(Stored data entries)
+---+

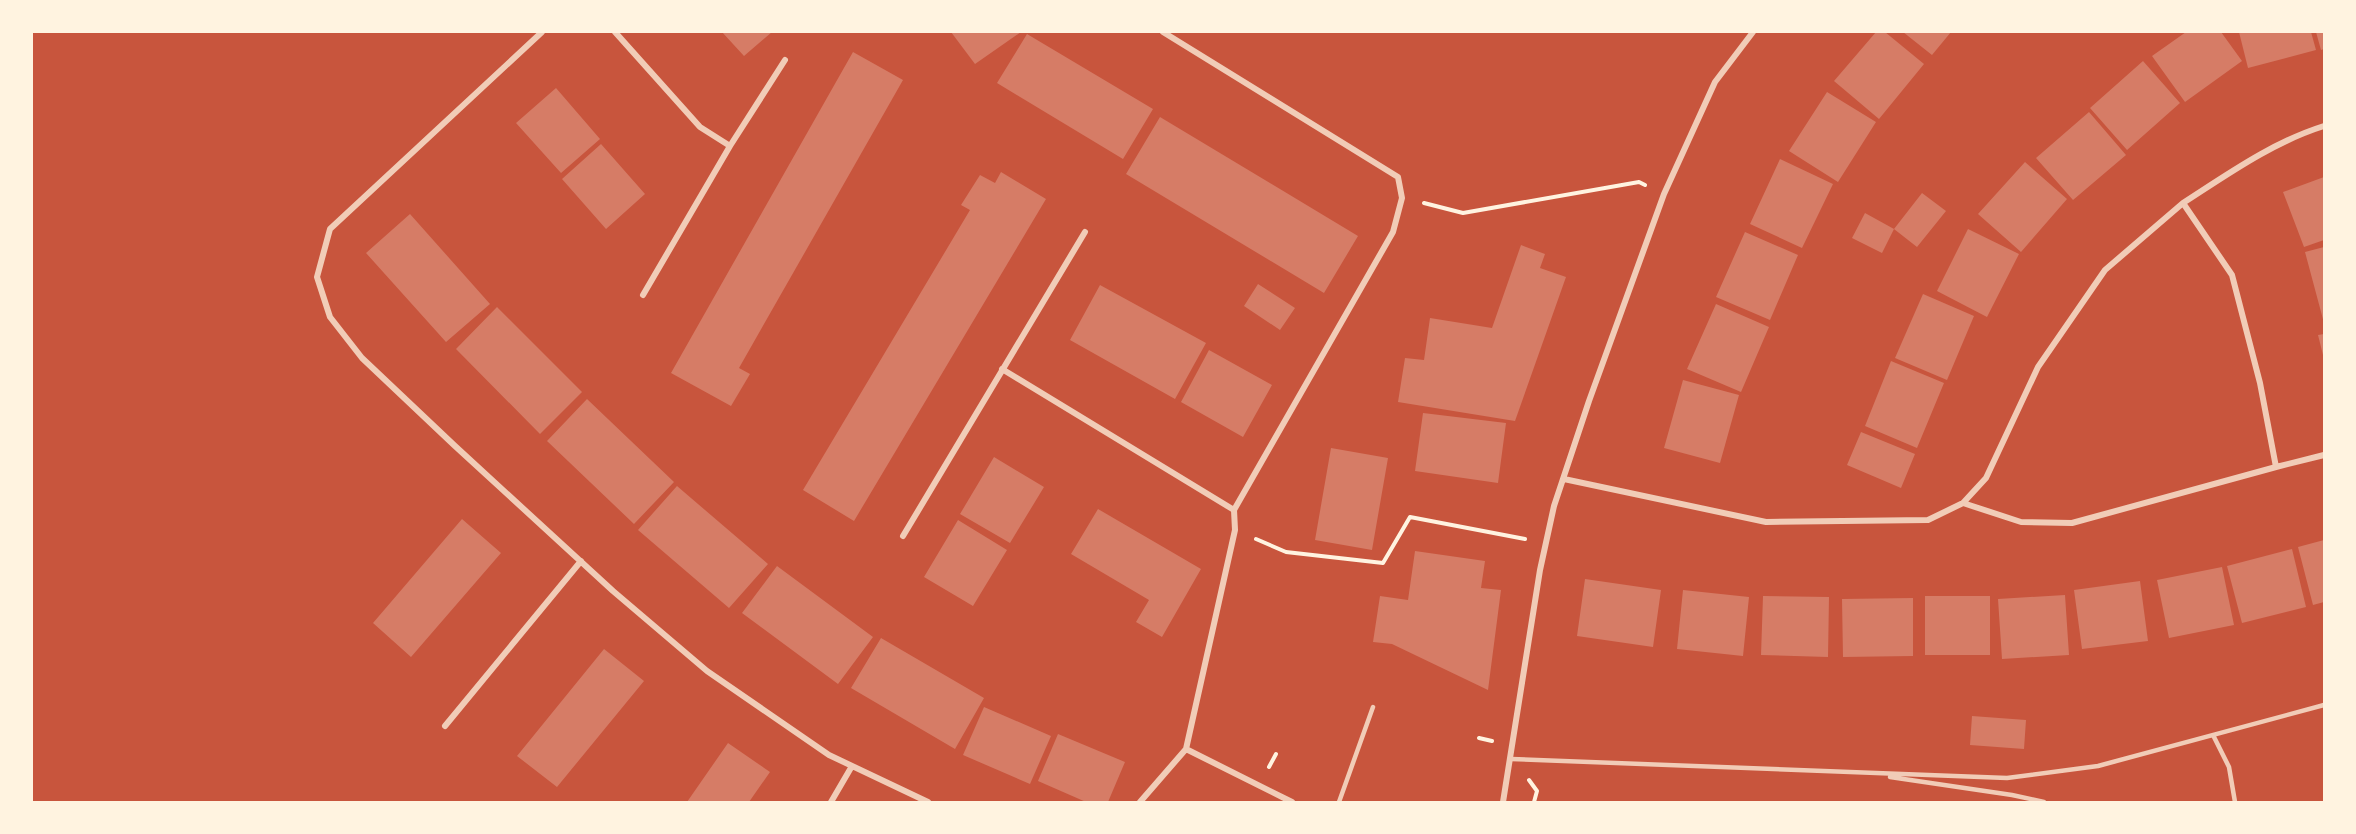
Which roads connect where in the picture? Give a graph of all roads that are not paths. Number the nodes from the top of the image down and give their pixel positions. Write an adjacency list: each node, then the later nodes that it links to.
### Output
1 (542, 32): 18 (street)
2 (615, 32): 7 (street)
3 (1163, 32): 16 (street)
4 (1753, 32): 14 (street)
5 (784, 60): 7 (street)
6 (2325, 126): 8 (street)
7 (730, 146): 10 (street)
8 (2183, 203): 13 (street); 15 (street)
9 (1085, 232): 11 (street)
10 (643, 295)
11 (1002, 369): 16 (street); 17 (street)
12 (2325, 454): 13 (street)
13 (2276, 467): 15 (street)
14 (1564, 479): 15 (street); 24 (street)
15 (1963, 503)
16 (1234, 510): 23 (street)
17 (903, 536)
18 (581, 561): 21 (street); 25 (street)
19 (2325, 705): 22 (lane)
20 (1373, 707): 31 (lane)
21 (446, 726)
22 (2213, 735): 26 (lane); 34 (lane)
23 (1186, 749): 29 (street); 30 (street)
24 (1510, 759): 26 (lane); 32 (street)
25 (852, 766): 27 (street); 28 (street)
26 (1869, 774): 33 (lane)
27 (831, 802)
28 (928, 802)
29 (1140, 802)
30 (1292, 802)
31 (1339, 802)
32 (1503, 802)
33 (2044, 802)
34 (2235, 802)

+---+

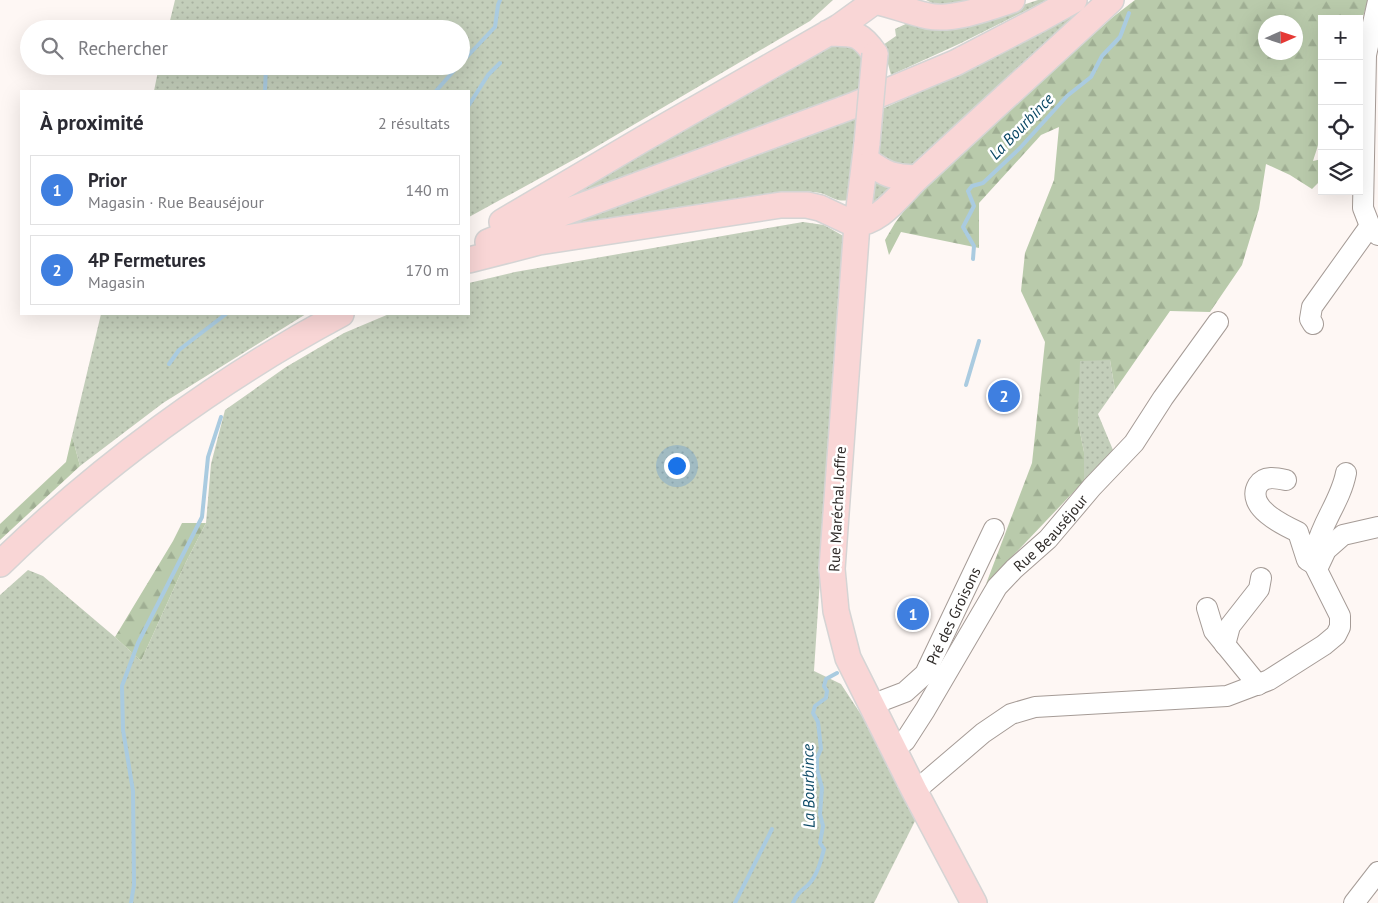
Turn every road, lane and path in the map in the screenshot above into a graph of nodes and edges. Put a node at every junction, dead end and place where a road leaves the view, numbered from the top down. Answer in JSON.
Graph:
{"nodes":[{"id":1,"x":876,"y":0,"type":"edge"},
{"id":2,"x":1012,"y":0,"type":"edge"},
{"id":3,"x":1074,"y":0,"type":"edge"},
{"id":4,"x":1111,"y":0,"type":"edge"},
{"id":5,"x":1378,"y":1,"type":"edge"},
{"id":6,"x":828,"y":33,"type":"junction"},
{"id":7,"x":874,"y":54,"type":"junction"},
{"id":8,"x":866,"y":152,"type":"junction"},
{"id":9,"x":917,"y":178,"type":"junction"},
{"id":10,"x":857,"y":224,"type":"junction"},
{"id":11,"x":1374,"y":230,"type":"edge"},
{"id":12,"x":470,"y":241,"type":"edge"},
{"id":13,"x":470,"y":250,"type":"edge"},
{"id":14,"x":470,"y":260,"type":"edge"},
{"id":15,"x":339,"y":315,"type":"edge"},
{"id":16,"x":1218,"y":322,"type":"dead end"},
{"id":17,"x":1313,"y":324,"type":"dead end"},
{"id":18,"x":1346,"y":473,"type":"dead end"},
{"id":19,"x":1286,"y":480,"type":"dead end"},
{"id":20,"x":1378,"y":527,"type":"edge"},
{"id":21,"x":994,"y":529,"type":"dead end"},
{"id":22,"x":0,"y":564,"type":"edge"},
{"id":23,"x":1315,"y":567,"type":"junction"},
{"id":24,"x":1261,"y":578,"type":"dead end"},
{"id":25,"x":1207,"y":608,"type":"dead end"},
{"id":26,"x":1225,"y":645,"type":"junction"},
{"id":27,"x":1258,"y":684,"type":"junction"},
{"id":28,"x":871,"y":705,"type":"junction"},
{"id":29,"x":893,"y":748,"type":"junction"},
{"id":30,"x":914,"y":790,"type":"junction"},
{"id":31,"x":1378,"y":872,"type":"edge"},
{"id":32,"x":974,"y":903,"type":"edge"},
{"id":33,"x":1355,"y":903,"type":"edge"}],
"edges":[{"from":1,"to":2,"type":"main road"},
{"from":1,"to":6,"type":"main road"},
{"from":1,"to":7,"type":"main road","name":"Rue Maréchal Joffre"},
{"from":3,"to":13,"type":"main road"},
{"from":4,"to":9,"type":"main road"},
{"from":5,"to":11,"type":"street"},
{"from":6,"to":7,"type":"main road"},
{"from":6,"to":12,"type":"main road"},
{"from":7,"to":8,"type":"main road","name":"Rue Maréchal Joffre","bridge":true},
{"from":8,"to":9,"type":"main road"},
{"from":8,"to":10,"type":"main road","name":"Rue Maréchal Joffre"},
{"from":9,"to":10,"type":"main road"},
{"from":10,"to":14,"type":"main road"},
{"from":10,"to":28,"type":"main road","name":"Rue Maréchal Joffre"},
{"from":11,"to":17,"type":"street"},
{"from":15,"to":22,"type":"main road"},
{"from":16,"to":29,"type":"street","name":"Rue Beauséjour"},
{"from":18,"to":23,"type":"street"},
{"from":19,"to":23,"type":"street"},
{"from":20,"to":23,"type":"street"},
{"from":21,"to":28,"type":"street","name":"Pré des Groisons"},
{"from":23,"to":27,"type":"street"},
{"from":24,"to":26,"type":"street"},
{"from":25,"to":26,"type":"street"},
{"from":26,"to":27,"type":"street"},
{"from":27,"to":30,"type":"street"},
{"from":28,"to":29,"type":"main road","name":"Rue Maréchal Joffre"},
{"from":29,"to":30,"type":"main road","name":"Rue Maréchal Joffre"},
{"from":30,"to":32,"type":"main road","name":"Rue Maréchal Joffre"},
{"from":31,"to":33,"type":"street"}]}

+---+

> **ACTION ITEM**:
Pick out each line above that includes "down" and show it.

> **RESULT BELOW**:
Which roads connect where in the picture? Give a graph of all roads that are not paths. Number the nodes from the top of the image down and give their pixel positions. Write an adjacency list: each node, then the later nodes that it links to.
Turn every road, lane and path in the map in the screenshot above into a graph of nodes and edges. Put a node at every junction, dead end and place where a road leaves the view, numbered from the top down. Answer in JSON.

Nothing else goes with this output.